Sunday, February 17, 2013

Redeeming Thee


The smoke that smelled of mint, leaving a stubborn trail of white and grey, underscored the hell that that crammed house screamed of. The source, in my following, was from that little, dingy room with no window, and whose door manicured in dull red was its only escape, greeting my asthma so perfectly, whereupon I almost ran back outside. I thought the thickness of it clamping into my nostrils, clawing its way straight to my immaculately pink lungs would have me pass out anytime soon. Yet, I struggled, barely managed driving the near panic away. I continued with my feet pointing towards the door.
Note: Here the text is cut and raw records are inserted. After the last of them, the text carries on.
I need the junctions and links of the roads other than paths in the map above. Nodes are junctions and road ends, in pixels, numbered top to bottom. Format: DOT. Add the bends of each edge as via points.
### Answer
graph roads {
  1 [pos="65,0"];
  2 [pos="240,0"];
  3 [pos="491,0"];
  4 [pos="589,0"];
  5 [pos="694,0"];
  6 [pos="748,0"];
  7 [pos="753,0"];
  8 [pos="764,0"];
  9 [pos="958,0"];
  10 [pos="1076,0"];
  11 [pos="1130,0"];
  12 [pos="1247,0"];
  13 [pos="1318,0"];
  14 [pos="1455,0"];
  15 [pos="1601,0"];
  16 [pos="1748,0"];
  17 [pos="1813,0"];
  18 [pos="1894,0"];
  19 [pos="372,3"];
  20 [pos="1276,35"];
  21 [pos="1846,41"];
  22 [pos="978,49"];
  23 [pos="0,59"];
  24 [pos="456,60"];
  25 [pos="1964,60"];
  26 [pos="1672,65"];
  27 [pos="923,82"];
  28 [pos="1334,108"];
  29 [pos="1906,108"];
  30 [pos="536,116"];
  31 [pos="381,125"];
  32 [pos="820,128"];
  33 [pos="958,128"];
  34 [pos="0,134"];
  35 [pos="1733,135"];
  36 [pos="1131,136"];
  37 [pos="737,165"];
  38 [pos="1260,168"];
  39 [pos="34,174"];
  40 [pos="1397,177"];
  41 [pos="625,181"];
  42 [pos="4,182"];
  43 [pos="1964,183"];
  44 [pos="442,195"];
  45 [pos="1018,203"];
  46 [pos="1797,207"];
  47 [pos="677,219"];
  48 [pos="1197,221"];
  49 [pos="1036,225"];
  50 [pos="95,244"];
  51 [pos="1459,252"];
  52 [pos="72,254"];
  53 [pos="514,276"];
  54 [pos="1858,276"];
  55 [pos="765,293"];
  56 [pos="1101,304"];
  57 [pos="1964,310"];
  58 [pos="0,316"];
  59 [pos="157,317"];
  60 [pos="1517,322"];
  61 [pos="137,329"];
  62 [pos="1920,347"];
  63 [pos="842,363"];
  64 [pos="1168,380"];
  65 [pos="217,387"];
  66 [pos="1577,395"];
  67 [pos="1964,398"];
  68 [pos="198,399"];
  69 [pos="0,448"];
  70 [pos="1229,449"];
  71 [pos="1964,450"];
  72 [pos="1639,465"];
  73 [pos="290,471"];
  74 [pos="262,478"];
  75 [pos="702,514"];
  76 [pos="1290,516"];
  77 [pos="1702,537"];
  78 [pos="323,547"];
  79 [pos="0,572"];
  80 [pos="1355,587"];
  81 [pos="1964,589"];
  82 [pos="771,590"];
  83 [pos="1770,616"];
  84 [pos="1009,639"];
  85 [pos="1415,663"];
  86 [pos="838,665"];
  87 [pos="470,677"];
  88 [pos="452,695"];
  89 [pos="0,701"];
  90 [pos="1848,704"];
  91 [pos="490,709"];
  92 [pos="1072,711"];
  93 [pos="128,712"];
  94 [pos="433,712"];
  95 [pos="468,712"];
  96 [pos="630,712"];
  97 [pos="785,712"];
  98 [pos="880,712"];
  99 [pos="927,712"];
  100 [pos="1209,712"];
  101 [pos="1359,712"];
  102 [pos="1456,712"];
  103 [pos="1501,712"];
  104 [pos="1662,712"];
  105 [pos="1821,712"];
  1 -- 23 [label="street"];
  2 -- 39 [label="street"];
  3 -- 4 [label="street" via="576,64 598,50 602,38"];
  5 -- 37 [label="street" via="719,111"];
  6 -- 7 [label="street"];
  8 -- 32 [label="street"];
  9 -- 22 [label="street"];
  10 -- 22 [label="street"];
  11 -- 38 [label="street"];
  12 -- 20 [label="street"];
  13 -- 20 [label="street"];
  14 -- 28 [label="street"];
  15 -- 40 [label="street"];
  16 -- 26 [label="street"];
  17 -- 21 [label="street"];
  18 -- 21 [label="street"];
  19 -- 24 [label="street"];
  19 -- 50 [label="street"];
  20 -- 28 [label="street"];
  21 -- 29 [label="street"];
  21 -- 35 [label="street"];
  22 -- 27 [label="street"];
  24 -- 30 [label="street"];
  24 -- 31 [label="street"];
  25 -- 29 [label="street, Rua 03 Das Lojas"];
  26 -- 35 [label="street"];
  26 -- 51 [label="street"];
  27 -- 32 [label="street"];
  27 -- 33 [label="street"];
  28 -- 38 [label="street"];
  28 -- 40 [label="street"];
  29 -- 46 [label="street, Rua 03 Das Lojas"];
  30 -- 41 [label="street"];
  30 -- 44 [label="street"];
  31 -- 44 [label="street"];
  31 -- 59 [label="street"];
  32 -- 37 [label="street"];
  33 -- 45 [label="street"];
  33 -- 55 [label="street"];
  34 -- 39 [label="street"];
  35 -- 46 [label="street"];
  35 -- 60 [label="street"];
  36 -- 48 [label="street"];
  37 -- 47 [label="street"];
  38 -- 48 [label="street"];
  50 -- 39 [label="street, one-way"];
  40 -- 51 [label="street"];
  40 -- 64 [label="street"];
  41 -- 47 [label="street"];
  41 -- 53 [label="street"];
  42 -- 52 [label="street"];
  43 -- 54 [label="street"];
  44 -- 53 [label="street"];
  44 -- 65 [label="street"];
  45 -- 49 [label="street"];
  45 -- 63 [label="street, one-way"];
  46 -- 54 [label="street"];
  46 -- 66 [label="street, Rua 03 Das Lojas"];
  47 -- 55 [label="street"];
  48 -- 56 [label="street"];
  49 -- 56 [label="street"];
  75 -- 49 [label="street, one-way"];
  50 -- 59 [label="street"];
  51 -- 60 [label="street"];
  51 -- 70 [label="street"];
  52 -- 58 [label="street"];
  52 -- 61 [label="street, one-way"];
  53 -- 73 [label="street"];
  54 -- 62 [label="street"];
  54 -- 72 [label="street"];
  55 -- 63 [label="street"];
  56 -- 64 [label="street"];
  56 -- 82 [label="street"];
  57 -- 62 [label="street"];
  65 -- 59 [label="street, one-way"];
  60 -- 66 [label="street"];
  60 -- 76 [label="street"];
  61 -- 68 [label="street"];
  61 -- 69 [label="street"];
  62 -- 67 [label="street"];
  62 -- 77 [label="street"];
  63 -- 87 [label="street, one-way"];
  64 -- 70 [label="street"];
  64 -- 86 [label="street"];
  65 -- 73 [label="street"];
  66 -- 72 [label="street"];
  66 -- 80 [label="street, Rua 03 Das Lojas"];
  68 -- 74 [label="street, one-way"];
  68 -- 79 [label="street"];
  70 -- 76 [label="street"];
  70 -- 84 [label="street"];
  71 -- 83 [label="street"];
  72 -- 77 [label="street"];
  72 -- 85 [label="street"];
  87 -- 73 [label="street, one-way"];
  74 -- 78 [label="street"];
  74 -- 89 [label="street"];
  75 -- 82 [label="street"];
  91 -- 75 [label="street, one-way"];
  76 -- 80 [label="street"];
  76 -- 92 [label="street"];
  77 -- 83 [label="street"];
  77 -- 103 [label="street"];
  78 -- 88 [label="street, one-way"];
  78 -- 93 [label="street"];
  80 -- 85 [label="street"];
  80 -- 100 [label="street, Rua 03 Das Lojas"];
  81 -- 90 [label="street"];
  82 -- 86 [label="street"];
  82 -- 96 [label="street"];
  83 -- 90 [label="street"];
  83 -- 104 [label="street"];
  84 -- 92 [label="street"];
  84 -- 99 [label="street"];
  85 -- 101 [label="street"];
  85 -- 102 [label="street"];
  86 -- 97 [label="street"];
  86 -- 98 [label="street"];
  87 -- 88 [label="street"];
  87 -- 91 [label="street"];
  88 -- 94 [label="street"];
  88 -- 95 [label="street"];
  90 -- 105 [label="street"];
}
My vision, despite being blurred by the fog-like atmosphere rolling unceasingly in infinite directions and the lace curtains hanging in parallel with me, sorted three pairs of searing eyes that met mine. It was easy to see, anger nestled in their eyes, and it was maddeningly insane. I shuddered in fear I could hardly look at them for a second. I was so dumb I couldn't understand why. It was incomprehensible for a guest who expected nothing but a warm welcome. "Warm welcome your ass." I got it. And that echoed in the cavity of my head as I drew the curtains slowly.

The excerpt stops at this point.